Sunday, January 24, 2016

The mighty Usa Shrine

In the last week of Winter Break, Nadya and I went to Usa Shrine. It is one of the most important shrines in Japan based on its history far back then. Nadya and I had been wanting to go there since we knew that our job is in Bungotakada city, so close to Usa!

From Usa Station, take the bus that headed straight to Usa Shrine for 240円 and you will get there in less than 30 minutes. We went there on Sunday and was still in the celebration of New Year so it was packed mostly with families. So happy I got to celebrate New Year in a shrine even though it was not exactly the first day of the year!

We bought おみくじ (omikuji), Japanese fortune-telling. We obviously couldn't understand what they said but I should've googled it earlier and looked at what category I got. It's stated on the paper. If someone gets bad fortune, they should tie it on a tree. If they get good fortune, they should keep it. I didn't know if it was bad or good fortune, I just took picture of it and tied it in a rope. Turned out I got 大吉 (daikichi), the best luck! The highest in luck category :) Hahahah good to know I started my year with a good fortune-telling :)

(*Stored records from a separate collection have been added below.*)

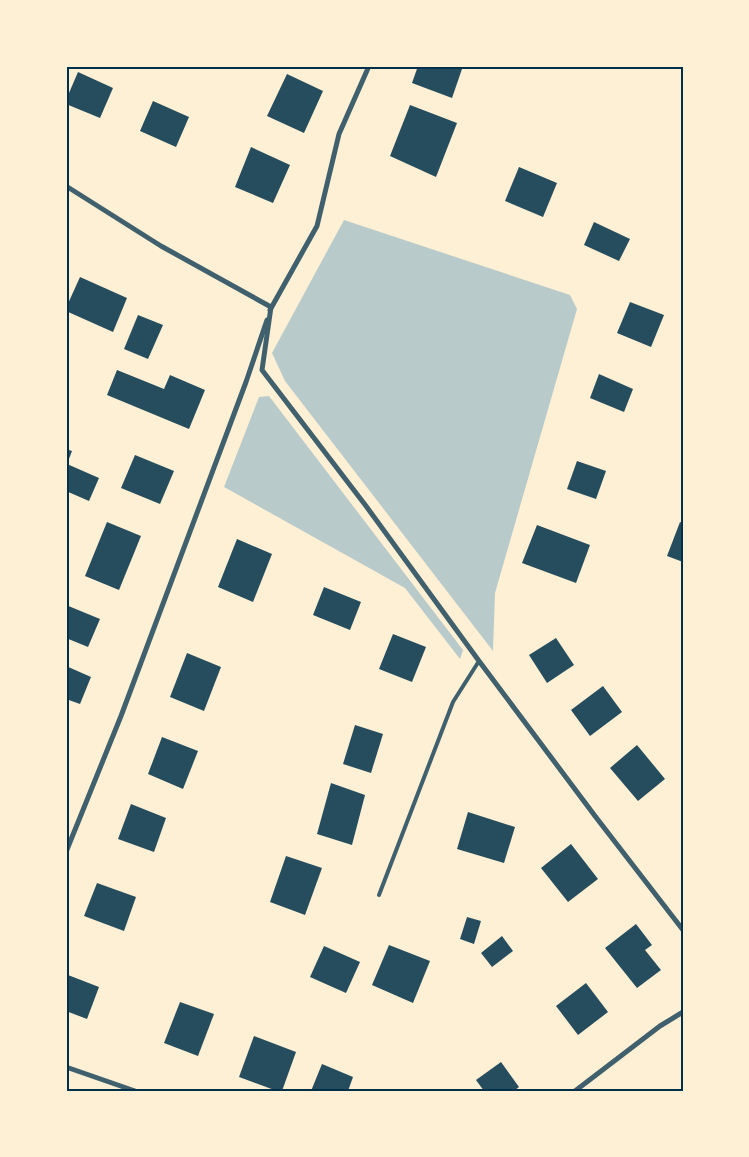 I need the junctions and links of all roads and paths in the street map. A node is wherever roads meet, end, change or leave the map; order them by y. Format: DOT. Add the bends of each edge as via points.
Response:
graph roads {
  1 [pos="369,66"];
  2 [pos="66,186"];
  3 [pos="271,307"];
  4 [pos="479,661"];
  5 [pos="66,852"];
  6 [pos="379,895"];
  7 [pos="683,930"];
  8 [pos="683,1012"];
  9 [pos="66,1067"];
  10 [pos="135,1091"];
  11 [pos="575,1091"];
  1 -- 3 [label="street" via="339,134 317,226"];
  2 -- 3 [label="street" via="161,246"];
  3 -- 4 [label="street" via="262,370"];
  3 -- 5 [label="street" via="128,698"];
  4 -- 6 [label="lane" via="453,702"];
  4 -- 7 [label="street"];
  8 -- 11 [label="street"];
  9 -- 10 [label="street"];
} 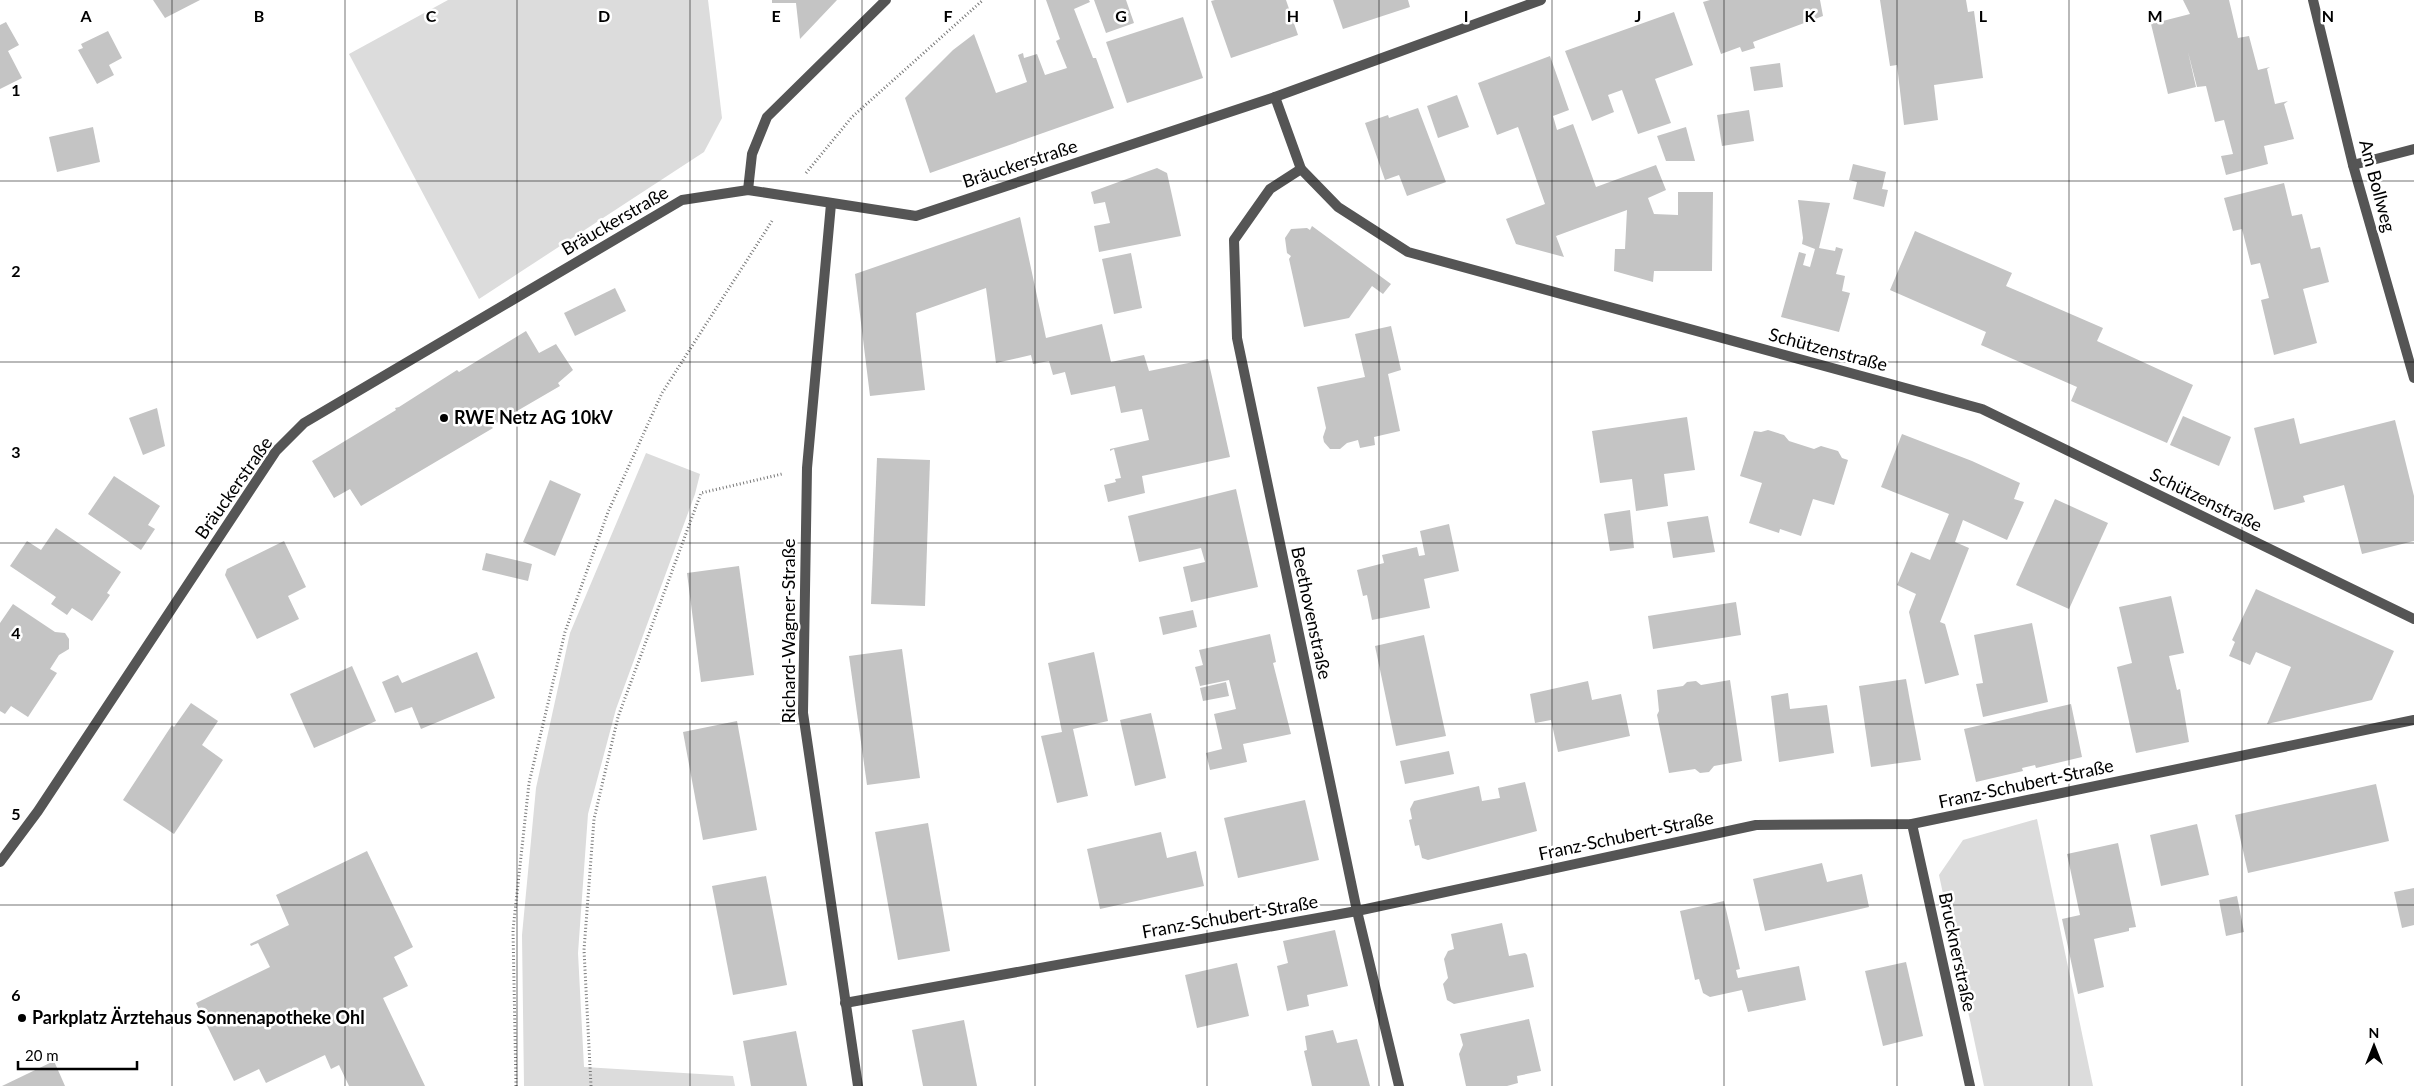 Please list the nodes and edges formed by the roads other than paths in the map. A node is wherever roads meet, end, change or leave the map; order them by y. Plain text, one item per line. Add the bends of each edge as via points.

it said, you'll get cold but it's okay. You'll find someone but try to not to be too excited. Try your best in your love life.





clap your hands two times, put them on the tree, close your eyes and pray


Winter in Beppu

It was the last night of me sleeping in that purple-y room of mine in Minnesota, trying to sort out my things, and feelings. It wasn't that much difficult to decide which things to bring home. With Marijke sitting on my bed, helping me pack, I thought I would just bring things that have sentimental values to me. No need to bring all the paintings I made in painting class, or the beanies and mittens Mom been giving me throughout the year, or the papers from U.S. history class I'd been stacking under my desk. Although believe me, I was haunted by those things I could have brought home, months after I got to Indonesia. Especially my Cougar winter headband and my notes from History class about Native American.

At that time, I was half consciously decided to continue college in Indonesia. Maybe that's why I didn't bring a lot of winter stuffs, thinking that I wouldn't need it anytime soon anyway.

Then Mother Nature has a funny way of turning tables and changing routes I was planning. 

Here I am once again in a freezing winter night, snow crunching under my boots and wind messing my hair. In a long run for four seasons and cultural adventures. For a language I started to understand little by little. For constant Skype sessions with loved ones. For fights that happened and solved through online messaging platform. For delving myself into the culture and developing myself in the process. For current families and soon-to-be families I'll become a part of...

Finding myself here in Japan, a country that was unheard of in my future planning stage back in high school. Now my routine consists of memorizing kanjis and vocabs, watching animes and Japanese dramas, listening to Japanese music played out of my beloved alarm clock that my American family bought me before I got to the States, trying out my just-learned grammar with my Japanese friends...

Celebrating every curves and curbs that life brings :)

the view from my window. Beppu's first thick snow this winter


Yun's first snow!




Monday, January 4, 2016

Winter Break: being a labor in a veggies factory

Never crossed my mind before I'd be a labor in a factory, like the one I watched on TV. I did it though: working as a labor in a veggie factory in Bungotakada, a city one hour away by train from Beppu. Stayed there for about 9 days, all through Christmas Day and New Year, working my back off along with the other two hundreds workers for 8 hours every single day. The college 外角人 (foreigners) are only from Indonesia, about 40 of us. The rest are Japanese senior citizens, adults, middle schoolers and high schoolers. We work side by side, especially during packaging process. There were clashes of course, especially when the young were so loud chatting with each other and obaasan (grandmas) were annoyed by us. Although it was minor because most of the obaasan are SOOOOOO nice! They gave us foods they made or sweets they brought from home. The obaasan that worked at the booth in front of me even gave Dea and Dinda otoshidama, an envelope filled with money which Japanese adults give on New Year day. So nice!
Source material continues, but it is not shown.